The pathogen and disease symptoms
The ubiquitous fungus Colletotrichum gloeosporioides is the anamorph stage (asexual stage of the pathogenic fungus). C. gloeosporioides is responsible for many diseases, also referred to as “anthracnose,” on many tropical fruits including banana, avocado, papaya, coffee, passion fruit, and others. Characterizations of worldwide populations of C. gloeosporioides indicate that strains from mango comprise a genetically and pathologically distinct population of this species. The mango population of the pathogen always predominated on mango, was not found on other tropical fruit crops, and had a restricted host range insofar as individuals from the population were highly virulent only on mango.” In other words, populations of the pathogen are essentially host-specific.
On mango, anthracnose symptoms occur on leaves, twigs, petioles, flower clusters (panicles), and fruits. On leaves, lesions start as small, angular, brown to black spots that can enlarge to form extensive dead areas. The lesions may drop out of leaves during dry weather. The first symptoms on panicles are small black or dark-brown spots, which can enlarge, coalesce, and kill the flowers before fruits are produced, greatly reducing yield. Petioles, twigs, and stems are also susceptible and develop the typical black, expanding lesions found on fruits, leaves and flowers. Ripe fruits affected by anthracnose develop sunken, prominent, dark brown to black decay spots before or after picking. Fruits may drop from trees prematurely. The fruit spots can and usually do coalesce and can eventually penetrate deep into the fruit, resulting in extensive fruit rotting. Most green fruit infections remain latent and largely invisible until ripening. Thus fruits that appear healthy at harvest can develop significant anthracnose symptoms rapidly upon ripening. A second symptom type on fruits consists of a “tear stain” symptom, in which are linear necrotic regions on the fruit that may or may not be associated with superficial cracking of the epidermis, lending an “alligator skin” effect and even causing fruits to develop wide, deep cracks in the epidermis that extend into the pulp. Lesions on stems and fruits may produce conspicuous, pinkish-orange spore masses under wet conditions. Wet, humid, warm weather conditions favor anthracnose infections in the field. Warm, humid temperatures favor postharvest anthracnose development.

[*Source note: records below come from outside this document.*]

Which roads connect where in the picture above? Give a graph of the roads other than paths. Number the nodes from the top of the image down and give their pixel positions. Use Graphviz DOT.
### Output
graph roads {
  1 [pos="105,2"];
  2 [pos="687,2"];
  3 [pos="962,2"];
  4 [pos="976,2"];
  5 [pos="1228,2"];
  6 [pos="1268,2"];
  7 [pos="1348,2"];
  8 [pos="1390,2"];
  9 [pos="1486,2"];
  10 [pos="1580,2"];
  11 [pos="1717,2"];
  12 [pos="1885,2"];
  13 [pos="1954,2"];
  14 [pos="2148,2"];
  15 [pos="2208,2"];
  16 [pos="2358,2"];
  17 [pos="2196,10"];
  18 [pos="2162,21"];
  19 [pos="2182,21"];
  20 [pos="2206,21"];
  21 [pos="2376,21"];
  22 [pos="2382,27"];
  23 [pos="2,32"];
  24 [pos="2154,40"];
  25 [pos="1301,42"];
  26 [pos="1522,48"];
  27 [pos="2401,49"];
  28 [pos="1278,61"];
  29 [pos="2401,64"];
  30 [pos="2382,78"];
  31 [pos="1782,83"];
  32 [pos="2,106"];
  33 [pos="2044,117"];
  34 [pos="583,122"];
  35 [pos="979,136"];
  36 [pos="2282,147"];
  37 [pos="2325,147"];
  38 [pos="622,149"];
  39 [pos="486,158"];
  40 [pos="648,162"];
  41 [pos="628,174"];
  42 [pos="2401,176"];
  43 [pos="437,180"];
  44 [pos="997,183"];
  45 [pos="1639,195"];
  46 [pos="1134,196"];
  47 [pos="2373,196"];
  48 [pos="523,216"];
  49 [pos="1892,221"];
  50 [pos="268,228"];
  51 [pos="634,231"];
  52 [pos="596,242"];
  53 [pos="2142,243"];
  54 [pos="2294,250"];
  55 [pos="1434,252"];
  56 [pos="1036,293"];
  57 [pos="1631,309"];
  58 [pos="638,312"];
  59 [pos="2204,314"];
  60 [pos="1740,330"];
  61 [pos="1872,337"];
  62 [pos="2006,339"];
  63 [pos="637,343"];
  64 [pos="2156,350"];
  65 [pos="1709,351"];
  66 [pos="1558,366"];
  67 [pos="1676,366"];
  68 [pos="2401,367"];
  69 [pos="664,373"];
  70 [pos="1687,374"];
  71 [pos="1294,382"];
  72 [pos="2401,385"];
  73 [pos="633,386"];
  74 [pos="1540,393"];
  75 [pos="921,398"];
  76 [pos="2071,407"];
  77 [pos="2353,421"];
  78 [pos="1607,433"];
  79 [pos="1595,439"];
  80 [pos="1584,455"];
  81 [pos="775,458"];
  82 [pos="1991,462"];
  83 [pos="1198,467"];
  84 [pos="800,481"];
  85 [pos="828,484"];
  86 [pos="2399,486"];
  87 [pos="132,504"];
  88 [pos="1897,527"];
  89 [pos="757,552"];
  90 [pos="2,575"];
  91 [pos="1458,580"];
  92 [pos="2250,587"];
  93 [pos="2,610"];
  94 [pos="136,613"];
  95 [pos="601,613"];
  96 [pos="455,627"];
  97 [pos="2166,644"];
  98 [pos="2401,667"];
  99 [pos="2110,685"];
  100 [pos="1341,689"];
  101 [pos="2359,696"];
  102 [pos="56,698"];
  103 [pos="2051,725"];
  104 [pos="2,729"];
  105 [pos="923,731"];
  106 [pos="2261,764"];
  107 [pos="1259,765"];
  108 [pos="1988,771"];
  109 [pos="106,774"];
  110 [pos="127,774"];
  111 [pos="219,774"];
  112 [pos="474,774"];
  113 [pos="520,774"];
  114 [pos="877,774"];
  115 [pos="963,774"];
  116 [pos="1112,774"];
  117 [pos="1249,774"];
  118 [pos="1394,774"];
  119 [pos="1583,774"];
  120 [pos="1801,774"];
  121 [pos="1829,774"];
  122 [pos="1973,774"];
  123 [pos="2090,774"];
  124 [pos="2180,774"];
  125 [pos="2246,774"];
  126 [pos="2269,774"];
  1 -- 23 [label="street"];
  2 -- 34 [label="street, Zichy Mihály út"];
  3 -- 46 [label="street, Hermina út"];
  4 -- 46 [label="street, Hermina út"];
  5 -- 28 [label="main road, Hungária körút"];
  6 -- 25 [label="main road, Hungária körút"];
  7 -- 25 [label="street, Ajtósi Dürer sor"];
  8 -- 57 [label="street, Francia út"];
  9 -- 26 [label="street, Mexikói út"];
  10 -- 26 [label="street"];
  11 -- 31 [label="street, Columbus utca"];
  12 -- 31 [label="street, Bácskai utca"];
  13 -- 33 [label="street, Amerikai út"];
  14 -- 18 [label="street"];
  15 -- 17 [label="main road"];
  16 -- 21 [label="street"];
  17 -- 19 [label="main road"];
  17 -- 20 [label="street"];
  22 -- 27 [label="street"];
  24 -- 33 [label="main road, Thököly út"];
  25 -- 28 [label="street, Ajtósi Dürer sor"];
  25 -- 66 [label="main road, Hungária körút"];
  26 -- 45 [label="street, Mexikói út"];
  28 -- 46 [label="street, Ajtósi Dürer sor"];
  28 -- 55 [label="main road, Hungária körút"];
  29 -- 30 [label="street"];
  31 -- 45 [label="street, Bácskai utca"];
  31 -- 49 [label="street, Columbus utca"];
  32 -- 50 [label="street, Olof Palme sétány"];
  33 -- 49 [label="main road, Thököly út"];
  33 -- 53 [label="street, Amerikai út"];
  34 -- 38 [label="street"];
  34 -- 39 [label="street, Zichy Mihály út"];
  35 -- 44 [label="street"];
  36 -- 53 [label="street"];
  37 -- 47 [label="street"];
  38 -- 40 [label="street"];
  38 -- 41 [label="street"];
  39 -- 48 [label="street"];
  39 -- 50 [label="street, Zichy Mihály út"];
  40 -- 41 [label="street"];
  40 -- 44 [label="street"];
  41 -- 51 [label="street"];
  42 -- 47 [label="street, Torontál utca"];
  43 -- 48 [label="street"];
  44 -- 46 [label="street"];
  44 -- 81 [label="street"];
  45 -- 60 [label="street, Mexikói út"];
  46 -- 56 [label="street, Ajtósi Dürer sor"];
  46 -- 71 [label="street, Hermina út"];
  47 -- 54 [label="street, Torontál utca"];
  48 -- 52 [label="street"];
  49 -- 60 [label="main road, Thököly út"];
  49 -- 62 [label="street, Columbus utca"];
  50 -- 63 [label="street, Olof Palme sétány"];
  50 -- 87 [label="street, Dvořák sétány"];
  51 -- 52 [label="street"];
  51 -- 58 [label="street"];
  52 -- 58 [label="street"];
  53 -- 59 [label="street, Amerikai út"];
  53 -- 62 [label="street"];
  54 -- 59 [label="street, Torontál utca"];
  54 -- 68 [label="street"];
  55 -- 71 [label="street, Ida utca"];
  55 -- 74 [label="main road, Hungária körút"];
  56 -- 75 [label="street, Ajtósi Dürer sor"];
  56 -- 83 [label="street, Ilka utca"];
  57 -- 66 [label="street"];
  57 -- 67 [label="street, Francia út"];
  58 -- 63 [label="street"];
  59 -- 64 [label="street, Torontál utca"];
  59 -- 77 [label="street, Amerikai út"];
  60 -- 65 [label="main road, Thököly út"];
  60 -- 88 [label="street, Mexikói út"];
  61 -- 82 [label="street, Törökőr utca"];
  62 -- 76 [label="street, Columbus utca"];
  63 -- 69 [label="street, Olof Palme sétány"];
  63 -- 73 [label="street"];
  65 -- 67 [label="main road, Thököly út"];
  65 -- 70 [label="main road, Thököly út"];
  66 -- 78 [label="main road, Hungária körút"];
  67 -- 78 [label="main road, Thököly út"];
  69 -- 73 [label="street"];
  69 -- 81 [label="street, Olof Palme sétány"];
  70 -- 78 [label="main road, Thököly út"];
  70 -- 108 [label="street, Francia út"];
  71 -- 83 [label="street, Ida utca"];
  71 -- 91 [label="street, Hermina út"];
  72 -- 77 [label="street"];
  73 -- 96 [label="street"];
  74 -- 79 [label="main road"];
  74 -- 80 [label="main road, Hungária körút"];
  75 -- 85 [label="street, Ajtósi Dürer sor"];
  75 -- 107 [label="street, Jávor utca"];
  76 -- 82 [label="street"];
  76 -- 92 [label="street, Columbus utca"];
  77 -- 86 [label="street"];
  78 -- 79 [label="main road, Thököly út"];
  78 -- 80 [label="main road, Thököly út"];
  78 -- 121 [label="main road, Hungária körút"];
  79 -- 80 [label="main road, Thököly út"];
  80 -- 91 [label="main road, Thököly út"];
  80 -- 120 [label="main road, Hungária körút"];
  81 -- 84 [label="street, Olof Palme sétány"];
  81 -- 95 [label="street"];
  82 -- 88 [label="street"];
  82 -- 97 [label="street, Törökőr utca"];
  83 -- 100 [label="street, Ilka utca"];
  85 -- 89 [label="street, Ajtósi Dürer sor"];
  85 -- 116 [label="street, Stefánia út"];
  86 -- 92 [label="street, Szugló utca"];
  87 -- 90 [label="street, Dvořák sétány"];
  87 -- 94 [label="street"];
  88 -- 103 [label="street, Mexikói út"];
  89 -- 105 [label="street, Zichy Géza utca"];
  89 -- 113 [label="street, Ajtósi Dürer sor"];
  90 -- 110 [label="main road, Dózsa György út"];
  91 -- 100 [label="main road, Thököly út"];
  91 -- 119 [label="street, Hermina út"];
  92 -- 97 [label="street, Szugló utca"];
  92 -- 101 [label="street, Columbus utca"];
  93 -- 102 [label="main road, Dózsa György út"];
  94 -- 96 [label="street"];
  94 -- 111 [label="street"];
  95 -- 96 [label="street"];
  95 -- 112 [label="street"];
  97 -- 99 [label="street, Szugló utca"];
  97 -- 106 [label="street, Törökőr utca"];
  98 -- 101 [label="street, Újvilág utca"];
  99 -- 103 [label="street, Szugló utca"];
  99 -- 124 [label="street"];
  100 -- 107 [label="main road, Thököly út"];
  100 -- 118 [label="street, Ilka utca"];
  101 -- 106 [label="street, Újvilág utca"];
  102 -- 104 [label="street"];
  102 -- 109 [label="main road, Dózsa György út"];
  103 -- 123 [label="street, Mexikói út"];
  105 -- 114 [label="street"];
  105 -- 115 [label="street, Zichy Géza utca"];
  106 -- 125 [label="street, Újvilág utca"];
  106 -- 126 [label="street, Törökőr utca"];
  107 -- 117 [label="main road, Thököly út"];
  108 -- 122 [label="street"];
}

Dissemination: spores (conidia) of the pathogen are dispersed passively by splashing rain or irrigation water. Inoculation: spores land on infection sites (panicles, leaves, branch terminals). Infection and pathogen development: on immature fruits and young tissues, spores germinate and penetrate through the cuticle and epidermis to ramify through the tissues. On mature fruits, infections penetrate the cuticle, but remain quiescent until ripening of the climateric fruits begins. Symptom and disease development: black, sunken, rapidly expanding lesions develop on affected organs Pathogen reproduction: sticky masses of conidia are produced in fruiting bodies (acervuli) on symptomatic tissue, especially during moist (rainy, humid) conditions. Many cycles of disease can occur as the fungus continues to multiply during the season. Pathogen survival: the pathogen survives between seasons on infected and defoliated branch terminals and mature leaves.